Nací a finales de 1942, en Gales, Gran Bretaña, en la magnífica casa de retiro que levantaron mis abuelos, junto a la costa norte, gracias a los beneficios procedentes de la fábrica de hierro y acero en Middlesbrough que heredó mi abuelo de su padre. Y este, a su vez, de su progenitor. Y este, del suyo. Y así no sé cuántas generaciones atrás. Un legado familiar que años más tarde heredaría también mi padre.
Entre septiembre de 1940 y mayo de 1941 no solo Londres fue objeto de intensos bombardeos nazis. Hasta 1942, asimismo lo fue Middlesbrough por ser puerto importante y porque concentraba las principales industrias siderúrgicas del país. Durante la Segunda Guerra Mundial las fábricas trabajaban a pleno rendimiento para cubrir las necesidades de nuestro ejército.
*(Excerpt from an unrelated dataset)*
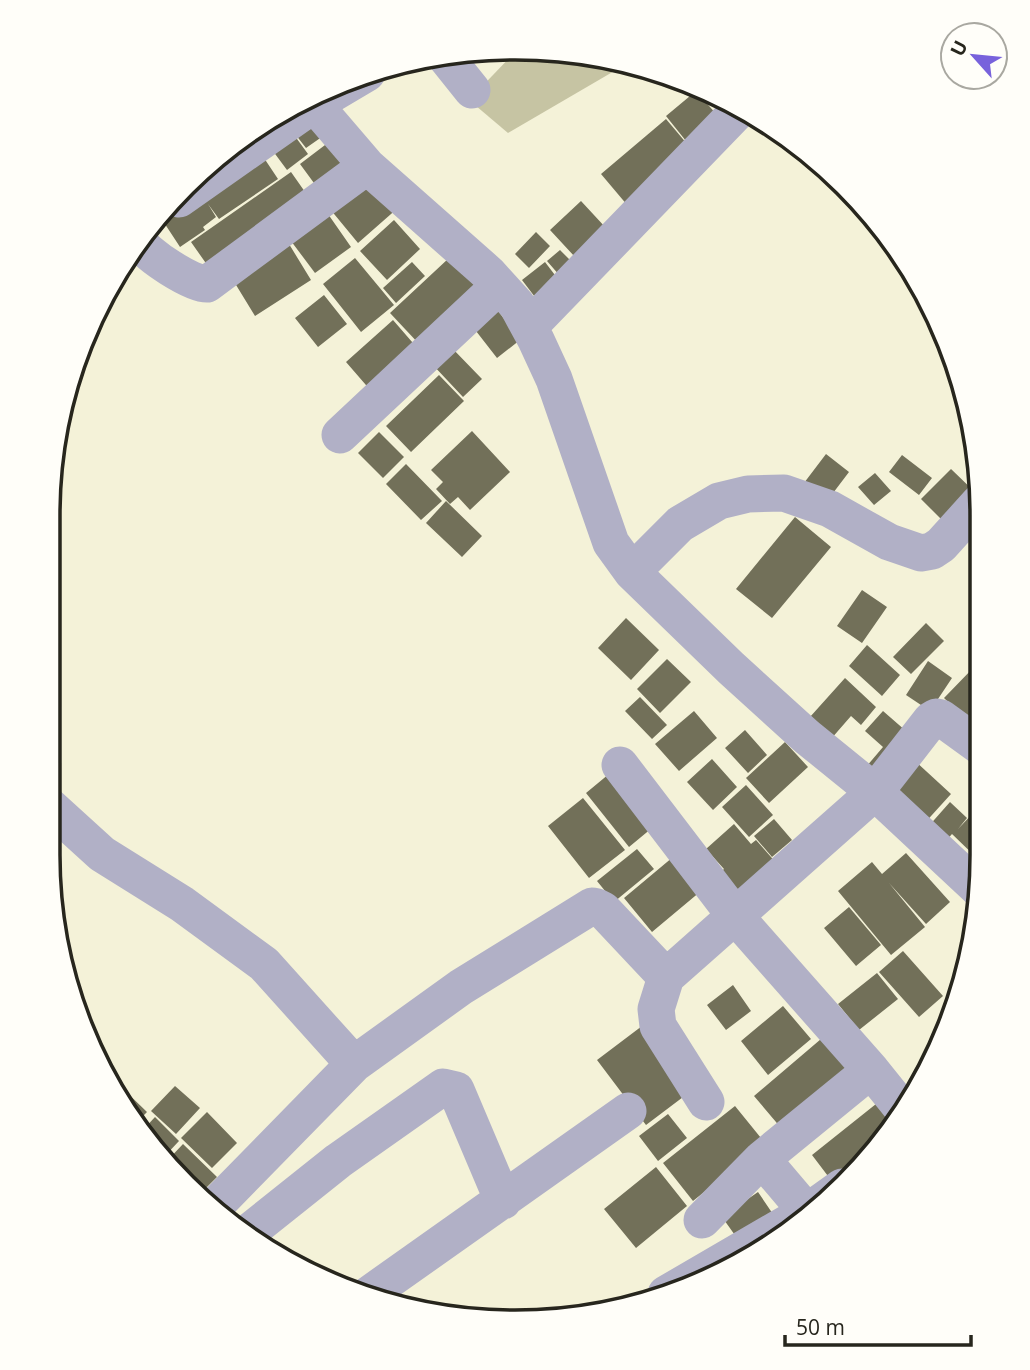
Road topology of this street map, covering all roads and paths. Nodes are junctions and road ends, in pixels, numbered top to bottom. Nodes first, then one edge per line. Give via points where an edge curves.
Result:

Este fue el motivo por el que mi padre, aún joven, no se unió a la guerra, puesto que alguien de arriba consideró que ayudaría a salvar más vidas dirigiendo la fábrica para garantizar el suministro de material militar a la muerte de mi abuelo.
Cuando era niña me fascinaba escuchar a mi padre contar anécdotas vividas por conocidos y allegados durante esos años de solidaridad, incertidumbre y miedo; sobre todo miedo. Algunas de ellas me parecían verdaderos actos de valentía y patriotismo como la que se convirtió en mi preferida: la de un vecino que mató con un cuchillo de cocina a un piloto de la Luftwaffe al descubrirlo intentando ocultarse en su granero —tras tirarse en paracaídas para salvar su vida—, cuando su avión fue derribado mientras sobrevolaba la ciudad. El hombre decía que no podía parar. Era ya cadáver y aún seguía clavándole una y otra vez el cuchillo. Me imaginaba a mí misma en esa situación, pura excitación y adrenalina, y sonreía.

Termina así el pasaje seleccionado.